Stored records:
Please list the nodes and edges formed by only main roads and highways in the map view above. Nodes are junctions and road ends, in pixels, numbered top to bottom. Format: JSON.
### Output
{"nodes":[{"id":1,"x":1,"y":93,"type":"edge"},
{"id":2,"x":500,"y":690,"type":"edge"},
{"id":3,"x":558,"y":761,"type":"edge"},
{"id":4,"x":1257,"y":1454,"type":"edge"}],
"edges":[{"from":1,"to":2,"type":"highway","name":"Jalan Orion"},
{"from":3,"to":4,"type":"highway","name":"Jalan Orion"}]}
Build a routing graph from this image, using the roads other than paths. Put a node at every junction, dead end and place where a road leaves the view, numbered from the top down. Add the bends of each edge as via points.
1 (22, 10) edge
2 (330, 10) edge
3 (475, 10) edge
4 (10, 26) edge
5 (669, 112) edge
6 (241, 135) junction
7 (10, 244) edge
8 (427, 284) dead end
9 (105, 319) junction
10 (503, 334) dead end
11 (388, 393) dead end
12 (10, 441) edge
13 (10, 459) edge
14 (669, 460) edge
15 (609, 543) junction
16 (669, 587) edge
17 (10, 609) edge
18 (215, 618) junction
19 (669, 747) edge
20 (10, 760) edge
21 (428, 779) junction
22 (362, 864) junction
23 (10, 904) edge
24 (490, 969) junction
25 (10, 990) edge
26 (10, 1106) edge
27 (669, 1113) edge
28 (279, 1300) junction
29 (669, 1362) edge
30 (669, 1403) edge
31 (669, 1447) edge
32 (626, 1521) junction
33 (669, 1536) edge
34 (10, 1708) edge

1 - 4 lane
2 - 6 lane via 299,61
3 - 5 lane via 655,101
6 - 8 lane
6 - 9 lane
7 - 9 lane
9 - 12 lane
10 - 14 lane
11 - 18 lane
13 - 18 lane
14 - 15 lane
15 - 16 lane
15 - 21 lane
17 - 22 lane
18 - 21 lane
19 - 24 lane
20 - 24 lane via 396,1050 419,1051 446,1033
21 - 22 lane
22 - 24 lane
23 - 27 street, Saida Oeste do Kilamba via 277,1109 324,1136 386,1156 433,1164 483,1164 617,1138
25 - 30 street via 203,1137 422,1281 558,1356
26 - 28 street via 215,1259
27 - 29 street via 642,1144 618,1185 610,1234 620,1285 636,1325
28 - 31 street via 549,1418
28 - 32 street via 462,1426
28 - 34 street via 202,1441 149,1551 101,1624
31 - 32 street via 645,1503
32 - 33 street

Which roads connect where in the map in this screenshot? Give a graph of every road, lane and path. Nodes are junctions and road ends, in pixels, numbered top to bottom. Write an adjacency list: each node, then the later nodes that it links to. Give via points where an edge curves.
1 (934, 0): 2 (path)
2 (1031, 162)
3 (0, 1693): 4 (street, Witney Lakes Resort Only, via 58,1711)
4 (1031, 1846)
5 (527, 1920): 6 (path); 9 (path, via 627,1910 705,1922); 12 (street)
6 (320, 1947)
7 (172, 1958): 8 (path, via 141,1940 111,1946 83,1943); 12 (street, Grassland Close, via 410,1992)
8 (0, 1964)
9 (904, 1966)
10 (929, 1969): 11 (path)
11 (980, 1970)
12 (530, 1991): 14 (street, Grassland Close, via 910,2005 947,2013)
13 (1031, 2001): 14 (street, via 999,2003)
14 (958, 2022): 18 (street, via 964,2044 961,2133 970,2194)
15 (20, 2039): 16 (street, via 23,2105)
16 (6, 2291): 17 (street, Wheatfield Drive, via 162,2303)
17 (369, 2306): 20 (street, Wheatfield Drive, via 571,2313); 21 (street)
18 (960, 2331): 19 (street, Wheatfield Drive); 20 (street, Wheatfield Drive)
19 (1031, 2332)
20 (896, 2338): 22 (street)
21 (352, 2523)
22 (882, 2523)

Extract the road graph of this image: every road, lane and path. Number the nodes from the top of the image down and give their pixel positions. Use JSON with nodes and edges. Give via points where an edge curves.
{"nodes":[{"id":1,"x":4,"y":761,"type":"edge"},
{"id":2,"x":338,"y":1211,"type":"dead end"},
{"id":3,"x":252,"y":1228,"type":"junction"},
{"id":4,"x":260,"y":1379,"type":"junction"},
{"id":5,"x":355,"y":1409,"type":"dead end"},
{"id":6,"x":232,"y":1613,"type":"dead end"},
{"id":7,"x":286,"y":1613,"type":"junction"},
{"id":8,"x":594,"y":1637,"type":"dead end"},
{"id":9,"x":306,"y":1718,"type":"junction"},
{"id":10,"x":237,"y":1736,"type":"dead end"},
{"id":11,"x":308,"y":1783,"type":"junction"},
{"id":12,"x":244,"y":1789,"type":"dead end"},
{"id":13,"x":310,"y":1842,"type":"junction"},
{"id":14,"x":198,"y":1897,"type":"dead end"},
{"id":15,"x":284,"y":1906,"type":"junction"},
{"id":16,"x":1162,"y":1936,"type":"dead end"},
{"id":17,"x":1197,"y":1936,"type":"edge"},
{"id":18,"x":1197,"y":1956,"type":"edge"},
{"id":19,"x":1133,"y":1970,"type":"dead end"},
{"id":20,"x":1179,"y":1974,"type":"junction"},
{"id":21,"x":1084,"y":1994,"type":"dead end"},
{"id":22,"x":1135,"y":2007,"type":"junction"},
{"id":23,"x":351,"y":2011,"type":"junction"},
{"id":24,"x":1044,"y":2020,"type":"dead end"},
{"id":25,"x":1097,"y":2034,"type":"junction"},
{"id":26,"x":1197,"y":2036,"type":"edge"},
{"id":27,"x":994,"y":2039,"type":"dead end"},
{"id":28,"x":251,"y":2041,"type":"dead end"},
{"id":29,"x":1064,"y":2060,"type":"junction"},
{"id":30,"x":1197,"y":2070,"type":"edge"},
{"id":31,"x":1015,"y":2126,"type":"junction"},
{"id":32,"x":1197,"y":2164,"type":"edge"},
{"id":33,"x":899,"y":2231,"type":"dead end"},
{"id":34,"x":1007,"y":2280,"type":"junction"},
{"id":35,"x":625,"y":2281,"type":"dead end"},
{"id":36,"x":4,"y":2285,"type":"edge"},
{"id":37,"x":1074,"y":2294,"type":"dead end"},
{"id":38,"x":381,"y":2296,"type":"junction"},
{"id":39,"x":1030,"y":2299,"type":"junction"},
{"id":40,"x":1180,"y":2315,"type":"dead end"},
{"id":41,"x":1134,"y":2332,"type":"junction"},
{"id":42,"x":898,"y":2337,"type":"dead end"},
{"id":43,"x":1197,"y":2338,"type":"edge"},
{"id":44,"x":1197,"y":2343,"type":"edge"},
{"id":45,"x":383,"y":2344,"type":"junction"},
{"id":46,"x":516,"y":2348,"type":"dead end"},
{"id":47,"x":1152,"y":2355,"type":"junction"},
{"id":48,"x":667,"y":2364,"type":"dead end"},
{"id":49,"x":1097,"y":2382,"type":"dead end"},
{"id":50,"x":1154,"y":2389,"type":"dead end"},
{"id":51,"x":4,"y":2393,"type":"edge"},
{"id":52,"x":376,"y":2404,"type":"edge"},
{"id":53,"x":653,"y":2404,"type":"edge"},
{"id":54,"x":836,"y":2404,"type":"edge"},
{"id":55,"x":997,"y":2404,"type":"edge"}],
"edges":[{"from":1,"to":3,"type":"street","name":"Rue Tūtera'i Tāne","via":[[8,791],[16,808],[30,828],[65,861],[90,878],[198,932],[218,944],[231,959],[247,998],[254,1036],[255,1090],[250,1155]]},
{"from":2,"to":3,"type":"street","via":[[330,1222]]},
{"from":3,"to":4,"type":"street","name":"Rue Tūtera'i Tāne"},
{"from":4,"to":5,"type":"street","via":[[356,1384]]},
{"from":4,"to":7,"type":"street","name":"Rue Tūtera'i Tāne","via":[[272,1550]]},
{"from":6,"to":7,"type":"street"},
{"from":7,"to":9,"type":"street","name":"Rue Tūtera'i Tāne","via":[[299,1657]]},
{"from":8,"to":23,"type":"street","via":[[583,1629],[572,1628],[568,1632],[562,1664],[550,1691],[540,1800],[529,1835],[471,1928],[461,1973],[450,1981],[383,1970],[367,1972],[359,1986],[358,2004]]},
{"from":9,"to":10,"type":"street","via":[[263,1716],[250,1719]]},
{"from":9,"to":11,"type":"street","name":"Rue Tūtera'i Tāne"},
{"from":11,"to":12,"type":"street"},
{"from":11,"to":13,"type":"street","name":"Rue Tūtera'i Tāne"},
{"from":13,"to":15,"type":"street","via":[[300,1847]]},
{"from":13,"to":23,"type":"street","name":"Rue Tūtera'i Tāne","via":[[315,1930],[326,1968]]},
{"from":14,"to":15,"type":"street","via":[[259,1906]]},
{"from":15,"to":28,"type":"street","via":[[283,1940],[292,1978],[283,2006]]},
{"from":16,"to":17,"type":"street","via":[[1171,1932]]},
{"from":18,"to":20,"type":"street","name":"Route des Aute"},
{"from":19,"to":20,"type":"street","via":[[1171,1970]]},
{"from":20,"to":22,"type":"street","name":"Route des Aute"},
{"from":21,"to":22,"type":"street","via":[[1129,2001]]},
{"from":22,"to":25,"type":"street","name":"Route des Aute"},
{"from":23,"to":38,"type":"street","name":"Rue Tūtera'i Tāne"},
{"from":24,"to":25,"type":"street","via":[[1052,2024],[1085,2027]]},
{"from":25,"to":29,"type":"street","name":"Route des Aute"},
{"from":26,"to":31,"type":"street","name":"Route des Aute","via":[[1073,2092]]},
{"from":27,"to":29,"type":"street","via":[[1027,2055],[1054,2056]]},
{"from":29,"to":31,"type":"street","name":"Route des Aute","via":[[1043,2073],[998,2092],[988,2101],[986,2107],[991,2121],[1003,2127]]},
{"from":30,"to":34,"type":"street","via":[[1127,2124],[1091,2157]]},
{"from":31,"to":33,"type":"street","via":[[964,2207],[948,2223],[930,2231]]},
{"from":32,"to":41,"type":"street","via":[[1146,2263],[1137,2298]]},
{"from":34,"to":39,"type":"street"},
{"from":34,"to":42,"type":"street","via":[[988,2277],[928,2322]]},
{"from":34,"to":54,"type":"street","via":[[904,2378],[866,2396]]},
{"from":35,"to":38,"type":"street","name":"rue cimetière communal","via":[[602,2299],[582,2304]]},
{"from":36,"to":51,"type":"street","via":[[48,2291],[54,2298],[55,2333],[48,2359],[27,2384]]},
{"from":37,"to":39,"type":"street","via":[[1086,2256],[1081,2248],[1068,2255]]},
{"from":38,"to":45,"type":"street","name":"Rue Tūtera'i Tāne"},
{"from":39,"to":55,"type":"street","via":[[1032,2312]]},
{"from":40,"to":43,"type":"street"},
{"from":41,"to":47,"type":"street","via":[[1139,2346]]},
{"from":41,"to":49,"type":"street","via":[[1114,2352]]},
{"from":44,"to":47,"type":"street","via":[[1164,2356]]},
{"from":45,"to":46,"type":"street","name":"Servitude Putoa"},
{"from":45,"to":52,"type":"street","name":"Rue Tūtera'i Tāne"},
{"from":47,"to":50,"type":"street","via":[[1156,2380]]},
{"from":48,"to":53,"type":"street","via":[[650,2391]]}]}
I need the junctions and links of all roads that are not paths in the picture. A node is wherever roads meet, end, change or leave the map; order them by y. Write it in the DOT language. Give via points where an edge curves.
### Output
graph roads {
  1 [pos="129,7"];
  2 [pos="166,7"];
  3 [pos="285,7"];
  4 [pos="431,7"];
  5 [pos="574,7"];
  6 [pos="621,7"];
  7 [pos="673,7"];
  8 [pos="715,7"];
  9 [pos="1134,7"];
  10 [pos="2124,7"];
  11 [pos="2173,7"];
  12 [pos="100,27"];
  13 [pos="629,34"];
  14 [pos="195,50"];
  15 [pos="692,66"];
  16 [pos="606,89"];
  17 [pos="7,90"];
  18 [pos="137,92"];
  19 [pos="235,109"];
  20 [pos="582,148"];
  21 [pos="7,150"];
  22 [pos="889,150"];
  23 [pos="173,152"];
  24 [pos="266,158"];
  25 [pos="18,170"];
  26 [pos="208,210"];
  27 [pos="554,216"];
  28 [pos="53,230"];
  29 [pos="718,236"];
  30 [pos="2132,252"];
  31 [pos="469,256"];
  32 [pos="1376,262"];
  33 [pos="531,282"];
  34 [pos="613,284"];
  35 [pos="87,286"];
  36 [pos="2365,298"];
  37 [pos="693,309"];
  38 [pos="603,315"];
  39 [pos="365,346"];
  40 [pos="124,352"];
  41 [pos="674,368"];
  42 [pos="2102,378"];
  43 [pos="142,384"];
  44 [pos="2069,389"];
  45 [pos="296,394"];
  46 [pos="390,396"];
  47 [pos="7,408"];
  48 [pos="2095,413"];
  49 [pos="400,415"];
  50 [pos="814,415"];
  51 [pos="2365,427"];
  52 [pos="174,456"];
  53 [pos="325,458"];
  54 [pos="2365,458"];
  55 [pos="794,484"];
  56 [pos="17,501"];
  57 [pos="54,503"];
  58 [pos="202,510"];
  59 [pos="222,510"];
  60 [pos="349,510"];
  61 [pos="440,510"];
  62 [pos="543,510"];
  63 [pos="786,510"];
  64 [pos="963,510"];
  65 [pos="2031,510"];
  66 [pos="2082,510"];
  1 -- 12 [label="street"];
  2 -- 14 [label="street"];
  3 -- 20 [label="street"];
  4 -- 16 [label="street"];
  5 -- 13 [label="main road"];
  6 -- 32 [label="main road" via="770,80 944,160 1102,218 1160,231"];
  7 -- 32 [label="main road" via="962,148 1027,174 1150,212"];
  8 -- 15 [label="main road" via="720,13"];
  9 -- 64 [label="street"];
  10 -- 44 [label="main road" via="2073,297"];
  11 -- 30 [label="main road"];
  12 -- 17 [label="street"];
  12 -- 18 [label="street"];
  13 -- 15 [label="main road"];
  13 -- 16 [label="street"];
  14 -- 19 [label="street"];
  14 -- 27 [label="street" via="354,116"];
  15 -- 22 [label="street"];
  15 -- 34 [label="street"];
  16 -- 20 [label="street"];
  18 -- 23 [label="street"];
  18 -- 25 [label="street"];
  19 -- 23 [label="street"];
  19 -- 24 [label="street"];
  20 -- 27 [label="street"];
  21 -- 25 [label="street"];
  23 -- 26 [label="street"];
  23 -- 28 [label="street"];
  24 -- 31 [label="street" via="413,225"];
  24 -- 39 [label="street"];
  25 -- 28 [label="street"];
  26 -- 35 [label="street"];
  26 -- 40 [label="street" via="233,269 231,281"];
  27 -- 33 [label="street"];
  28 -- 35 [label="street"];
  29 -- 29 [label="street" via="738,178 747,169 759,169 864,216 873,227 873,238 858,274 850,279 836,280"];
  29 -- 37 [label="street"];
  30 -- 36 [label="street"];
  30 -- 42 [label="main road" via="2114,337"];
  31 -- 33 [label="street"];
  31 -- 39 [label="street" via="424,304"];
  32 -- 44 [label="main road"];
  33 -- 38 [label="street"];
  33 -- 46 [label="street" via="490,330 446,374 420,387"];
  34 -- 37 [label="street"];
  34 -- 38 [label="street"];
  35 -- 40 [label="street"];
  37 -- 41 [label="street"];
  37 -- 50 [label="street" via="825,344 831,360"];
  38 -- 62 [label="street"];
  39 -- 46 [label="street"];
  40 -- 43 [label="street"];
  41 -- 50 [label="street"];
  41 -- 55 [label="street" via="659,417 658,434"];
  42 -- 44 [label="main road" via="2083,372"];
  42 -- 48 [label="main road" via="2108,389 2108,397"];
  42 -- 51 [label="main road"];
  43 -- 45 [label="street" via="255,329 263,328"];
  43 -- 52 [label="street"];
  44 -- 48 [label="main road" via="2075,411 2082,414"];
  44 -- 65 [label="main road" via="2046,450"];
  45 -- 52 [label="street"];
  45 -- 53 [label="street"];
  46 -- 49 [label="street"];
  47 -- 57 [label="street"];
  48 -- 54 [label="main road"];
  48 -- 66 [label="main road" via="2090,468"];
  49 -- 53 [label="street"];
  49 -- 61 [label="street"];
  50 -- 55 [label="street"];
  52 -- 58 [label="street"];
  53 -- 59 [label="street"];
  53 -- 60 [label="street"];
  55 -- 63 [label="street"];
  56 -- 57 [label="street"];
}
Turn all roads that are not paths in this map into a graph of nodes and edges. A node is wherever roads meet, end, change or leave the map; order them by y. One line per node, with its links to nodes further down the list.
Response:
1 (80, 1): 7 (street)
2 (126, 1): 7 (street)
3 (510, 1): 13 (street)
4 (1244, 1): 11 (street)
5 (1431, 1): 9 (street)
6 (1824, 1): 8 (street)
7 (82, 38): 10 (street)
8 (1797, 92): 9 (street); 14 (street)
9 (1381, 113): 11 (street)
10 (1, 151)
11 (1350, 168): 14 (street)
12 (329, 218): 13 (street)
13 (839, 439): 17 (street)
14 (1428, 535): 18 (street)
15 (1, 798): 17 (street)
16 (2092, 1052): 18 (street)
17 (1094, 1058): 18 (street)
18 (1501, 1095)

> [Problem requirements] In the entries above, count each line containing the word "Aute" and reply with only the count.

> [Task output] 6